Foreign Reporting Overview: Expats, Entrepreneurs, and Everyone Else

For expats and entrepreneurs with foreign business interests, additional information returns are required to be filed on tax day. The failure to file some of these foreign information returns can trigger a hefty penalty from the IRS, usually starting at $10,000 per offense. More importantly, failure to file required foreign information returns can leave taxpayers open to audits and assessments long after the standard three-year statute of limitations.



On or about April 15 of every year, U.S. citizens are required file IRS Form 1040 and report their worldwide income regardless of residency. For those living overseas, including resident aliens and active military personnel, the IRS grants an automatic 2-month extension, rendering June 15 "Expat Tax Day." An additional 4-month extension can be filed through October 15, but all expat taxes are due on June 15.


For expats, entrepreneurs, and everyone else with a foreign business interest, additional filings are required on tax day. These forms may include*:

  • FinCEN Form 114 - Report of Foreign Bank Accounts and Financial Accounts - required to be filed if foreign accounts existed at any time during the year with an aggregate value of $10,000 or more. Failure to file penalty = not to exceed $12,459 (adjusted for inflation) per violation for non-willful violations that are not due to reasonable cause; the greater of $124,588 (adjusted for inflation) or 50 percent of the balance in the account at the time of the violation, for each willful violation.

  • IRS Form 8938 - Statement of Specified Foreign Financial Assets - required to be filed if foreign assets have aggregate value of more than $50,000 on the last day of the year or $75,000 at any time during the year ($100,000 and $150,000, respectively, for MFJ). Failure to file penalty = $10,000, up to $50,000.

  • IRS Form 926 - Return by a U.S. Transferor of Property to a Foreign Corporation - required for certain transfers of tangible or intangible property to a foreign corporation. Failure to file penalty = the lesser of $100,000 or 10 percent of the FMV of the property contributed.

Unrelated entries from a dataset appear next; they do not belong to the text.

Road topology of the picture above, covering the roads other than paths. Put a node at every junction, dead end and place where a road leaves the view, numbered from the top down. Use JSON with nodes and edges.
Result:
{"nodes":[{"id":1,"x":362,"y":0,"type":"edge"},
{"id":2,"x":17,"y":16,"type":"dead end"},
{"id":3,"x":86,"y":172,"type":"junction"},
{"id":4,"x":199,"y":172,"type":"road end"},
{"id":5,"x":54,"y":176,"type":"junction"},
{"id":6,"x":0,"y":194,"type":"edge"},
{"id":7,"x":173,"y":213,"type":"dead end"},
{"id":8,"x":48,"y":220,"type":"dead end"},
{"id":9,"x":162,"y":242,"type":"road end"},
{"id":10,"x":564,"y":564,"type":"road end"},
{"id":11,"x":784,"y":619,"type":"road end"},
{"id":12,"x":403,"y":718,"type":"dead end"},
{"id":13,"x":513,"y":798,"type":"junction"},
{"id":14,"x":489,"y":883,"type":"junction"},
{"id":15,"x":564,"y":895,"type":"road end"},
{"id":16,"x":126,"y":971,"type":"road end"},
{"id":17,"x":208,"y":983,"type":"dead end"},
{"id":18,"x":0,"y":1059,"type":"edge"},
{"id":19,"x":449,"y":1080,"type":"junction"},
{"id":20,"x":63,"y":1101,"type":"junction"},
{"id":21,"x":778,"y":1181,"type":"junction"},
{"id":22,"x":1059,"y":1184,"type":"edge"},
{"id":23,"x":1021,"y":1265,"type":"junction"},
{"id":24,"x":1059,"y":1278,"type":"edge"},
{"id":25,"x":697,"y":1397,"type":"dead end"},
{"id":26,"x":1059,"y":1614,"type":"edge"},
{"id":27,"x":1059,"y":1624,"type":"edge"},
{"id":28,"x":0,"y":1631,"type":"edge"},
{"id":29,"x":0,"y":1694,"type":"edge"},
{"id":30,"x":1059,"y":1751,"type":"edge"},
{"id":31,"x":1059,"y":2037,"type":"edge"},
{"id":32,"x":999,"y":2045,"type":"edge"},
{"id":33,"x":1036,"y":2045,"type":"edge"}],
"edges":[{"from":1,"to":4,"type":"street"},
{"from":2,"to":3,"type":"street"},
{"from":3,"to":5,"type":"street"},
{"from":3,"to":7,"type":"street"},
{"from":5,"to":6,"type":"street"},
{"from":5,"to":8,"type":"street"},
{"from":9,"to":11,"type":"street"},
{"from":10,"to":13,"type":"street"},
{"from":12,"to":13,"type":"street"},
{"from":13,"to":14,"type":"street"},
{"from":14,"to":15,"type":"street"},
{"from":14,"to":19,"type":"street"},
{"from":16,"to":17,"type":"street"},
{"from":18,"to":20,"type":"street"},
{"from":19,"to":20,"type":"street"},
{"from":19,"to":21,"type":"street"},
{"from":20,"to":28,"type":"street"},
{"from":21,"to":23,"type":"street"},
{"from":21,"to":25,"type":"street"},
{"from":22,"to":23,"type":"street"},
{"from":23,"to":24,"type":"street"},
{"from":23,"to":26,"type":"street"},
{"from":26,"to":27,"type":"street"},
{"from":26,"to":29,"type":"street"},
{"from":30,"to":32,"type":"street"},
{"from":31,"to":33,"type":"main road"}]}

  • IRS Form 8865 - Return of U.S. Persons With Respect to Certain Foreign Partnerships** - required for foreign businesses with two or more members (where at least one member does not have limited liability). Failure to file penalty = limited to $100,000.

  • IRS Form 5471 - Information Return of U.S. Persons With Respect to Certain Foreign Corporations** - required for foreign businesses with one or more members (where all members have limited liability). Failure to file penalty = $10,000, up to to $50,000.

  • IRS Form 8858 - Information Return of U.S. Persons With Respect to Foreign Disregarded Entities** - required for taxpayers who are sole owners of a foreign business not classified as a corporation. Failure to file penalty = $10,000, up to to $50,000.


The above list of forms is not exhaustive. Other forms include but are not limited to:

  • 8833 (Treaty-Based Return Position Disclosure)

  • 1120-F (U.S. Income Tax Return of a Foreign Corporation)

  • 5472 (Information Return of a 25% Foreign-Owned U.S. Corporation or a Foreign Corporation Engaged in a U.S. Trade or Business)

  • 8621 (Information Return by a Shareholder of a Passive Foreign Investment Company or Qualified Electing Fund)

  • 3520 (Annual Return To Report Transactions With Foreign Trusts and Receipt of Certain Foreign Gifts)


While the filing requirements for foreign reporting may seem onerous and expensive, the failure to comply can trigger tens to hundreds of thousands in civil penalties. In egregious cases, criminal penalties may apply as well. To add insult to injury, failure to completely comply with foreign reporting requirements can result in an open statute of limitations for individual taxpayers. 


If you need to catch up or clear bandwidth for foreign reporting, contact a CPA today. In the words of Benjamin Franklin, "an ounce of prevention is worth a pound of cure."




**In determining whether a foreign business is classified for IRS purposes as a partnership, corporation, or disregarded entity, the "foreign default rule" per IRS Form 8832 (Rev. Dec 2013) clarifies:

  1. A partnership if it has two or more members and at least one member does not have limited liability.

  2. An association taxable as a corporation if all members have limited liability.

  3. Disregarded as an entity separate from its owner if it has a single owner that does not have limited liability.